Cash Reserves Decrease: Cash reserves decreased significantly due to repayment of bank loans, special cash dividends, and withholding tax payments, potentially limiting financial flexibility.
Regulatory and Tax Risks: Ongoing regulatory and tax scrutiny in Mainland China continues to pose risks to operational stability and revenue generation.
Momo App: Focus on maintaining a healthy social ecosystem by optimizing chat experiences and leveraging AI technologies to enhance user engagement and retention. Efforts include AI chat assistant model updates and new gifting features to improve user metrics and profitability.
Tantan App: Aim to improve the core dating experience and build an efficient business model for profitable growth. Strategies include optimizing female user experiences, adjusting monetization strategies, and enhancing algorithms to improve user retention and ARPPU.
Overseas Expansion: Deepen presence in overseas markets by enriching the brand portfolio and building long-term growth engines. Efforts include expanding audio and video-based social entertainment products in high ARPPU regions and leveraging acquisitions like Happn to enhance the dating product landscape.
Revenue Outlook: Estimated Q4 2025 revenue to range between RMB 2.52 billion and RMB 2.62 billion, representing a year-over-year decrease of 4.4% to 0.6%. Mainland China business revenue expected to decline by mid- to low teens percentage-wise, while overseas revenue is projected to maintain Q3 growth rates.
Overseas Revenue Growth: Overseas revenue accounted for 20% of total revenue in Q3 2025, up from 12% in the same period last year. Growth driven by audio and video social products in the MENA region and expansion into high ARPPU regions like Gulf countries and Japan.
Profitability and Cost Management: Focus on improving profitability through cost control strategies, optimizing user acquisition spending, and enhancing monetization strategies for both domestic and overseas businesses.
Special Cash Dividends: Payment of special cash dividends totaling RMB 346 million to shareholders in Q2.
The earnings call reveals a decline in domestic revenue and margins, despite strong overseas growth.

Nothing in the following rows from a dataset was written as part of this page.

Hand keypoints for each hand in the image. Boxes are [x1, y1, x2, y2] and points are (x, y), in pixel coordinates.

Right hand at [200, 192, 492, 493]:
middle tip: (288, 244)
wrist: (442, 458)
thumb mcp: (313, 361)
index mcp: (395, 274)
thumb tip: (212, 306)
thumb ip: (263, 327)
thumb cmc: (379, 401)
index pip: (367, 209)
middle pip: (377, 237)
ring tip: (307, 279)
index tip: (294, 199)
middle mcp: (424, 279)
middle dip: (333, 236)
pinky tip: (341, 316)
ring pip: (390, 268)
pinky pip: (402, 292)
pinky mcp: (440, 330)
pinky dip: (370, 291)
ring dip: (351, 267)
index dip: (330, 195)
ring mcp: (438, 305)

The Q&A highlights management's lack of clarity on key metrics and an expected decline in domestic revenue and profitability. The company's cautious guidance and regulatory challenges further contribute to a negative outlook. Given the small market cap, the stock is likely to react negatively, with a predicted decline of -2% to -8%.
The earnings report presents a mixed picture: overseas revenue is growing strongly, but domestic revenue is declining. Despite some operational improvements, financial metrics like adjusted operating income and gross margin are down. The Q&A reveals uncertainty about consumer sentiment and tax impacts, which could weigh on future performance. However, the strong overseas growth and AI investments provide some positive outlook. Given the company's small market cap, the stock may react more strongly, but the mixed signals suggest a neutral overall sentiment, with potential for slight fluctuations.

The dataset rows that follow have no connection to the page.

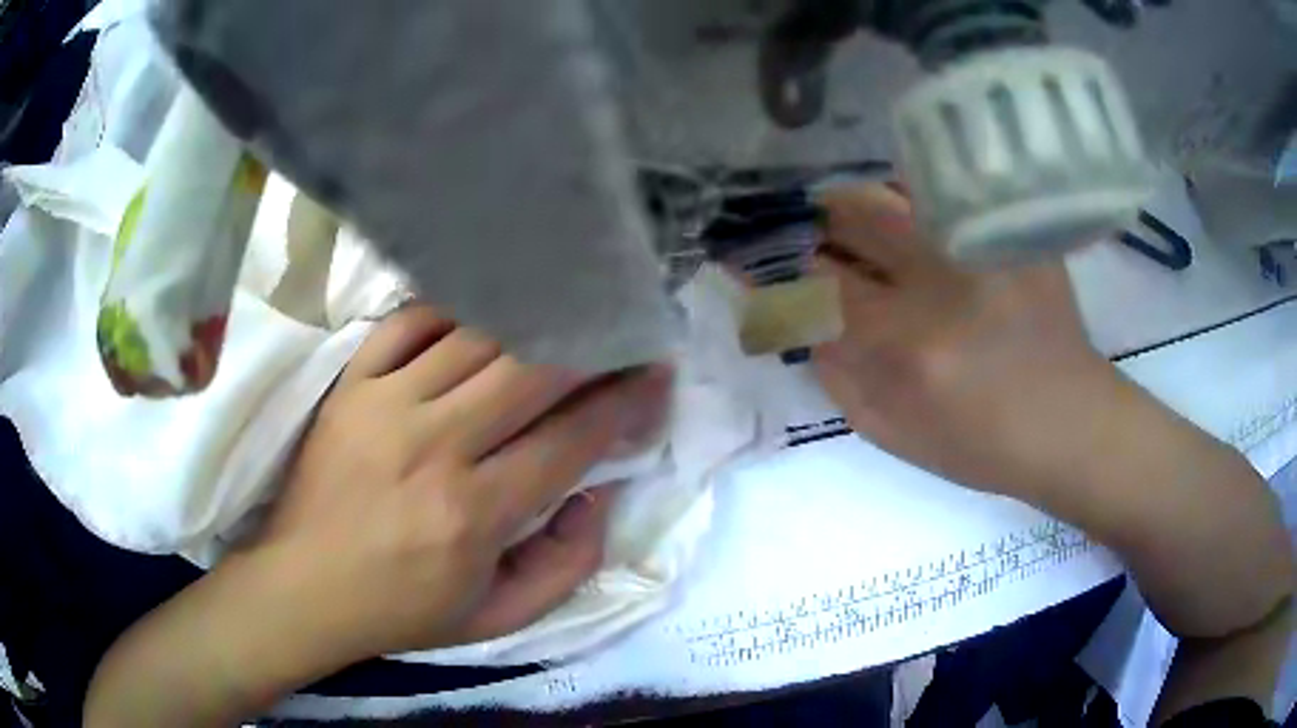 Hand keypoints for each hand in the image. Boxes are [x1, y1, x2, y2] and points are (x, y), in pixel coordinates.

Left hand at [259, 305, 671, 662]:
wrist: (304, 587)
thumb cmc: (403, 610)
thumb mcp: (499, 618)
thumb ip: (566, 566)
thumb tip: (598, 493)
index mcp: (474, 513)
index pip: (570, 438)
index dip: (624, 401)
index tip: (654, 376)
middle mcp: (434, 446)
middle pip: (531, 369)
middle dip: (591, 345)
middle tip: (620, 332)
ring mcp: (385, 404)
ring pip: (477, 337)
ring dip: (532, 322)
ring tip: (564, 314)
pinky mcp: (351, 385)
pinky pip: (410, 322)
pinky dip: (454, 310)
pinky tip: (481, 316)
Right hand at [811, 183, 1293, 644]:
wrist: (1071, 425)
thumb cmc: (984, 446)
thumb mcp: (895, 436)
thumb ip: (837, 378)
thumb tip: (800, 320)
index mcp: (908, 347)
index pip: (818, 286)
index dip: (779, 271)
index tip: (756, 265)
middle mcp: (943, 284)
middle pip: (854, 218)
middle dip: (819, 225)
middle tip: (818, 239)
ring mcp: (984, 247)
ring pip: (898, 193)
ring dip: (862, 204)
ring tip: (859, 223)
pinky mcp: (1014, 233)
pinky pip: (944, 193)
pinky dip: (912, 198)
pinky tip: (913, 220)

The earnings call reveals several negative factors: declining domestic revenue, competitive pressures, and regulatory risks. Despite overseas growth, the guidance indicates further revenue decline. The Q&A highlights concerns over unclear management guidance and political instability affecting user sentiment. Although there's a special dividend, the lack of a share repurchase program and increased operational costs negatively impact sentiment. Given the small market cap, these factors likely lead to a negative stock price reaction.
The earnings call reveals declining revenues across core Momo and Tantan, with significant drops in paying users and live streaming revenue. Although management is optimistic about overseas growth and new apps, the vague 2025 guidance and strategic shift away from low-return users raise concerns. The special dividend is a positive note, but the overall sentiment is negative due to weak guidance and declining margins. Given the small market cap, the stock is likely to react negatively in the short term.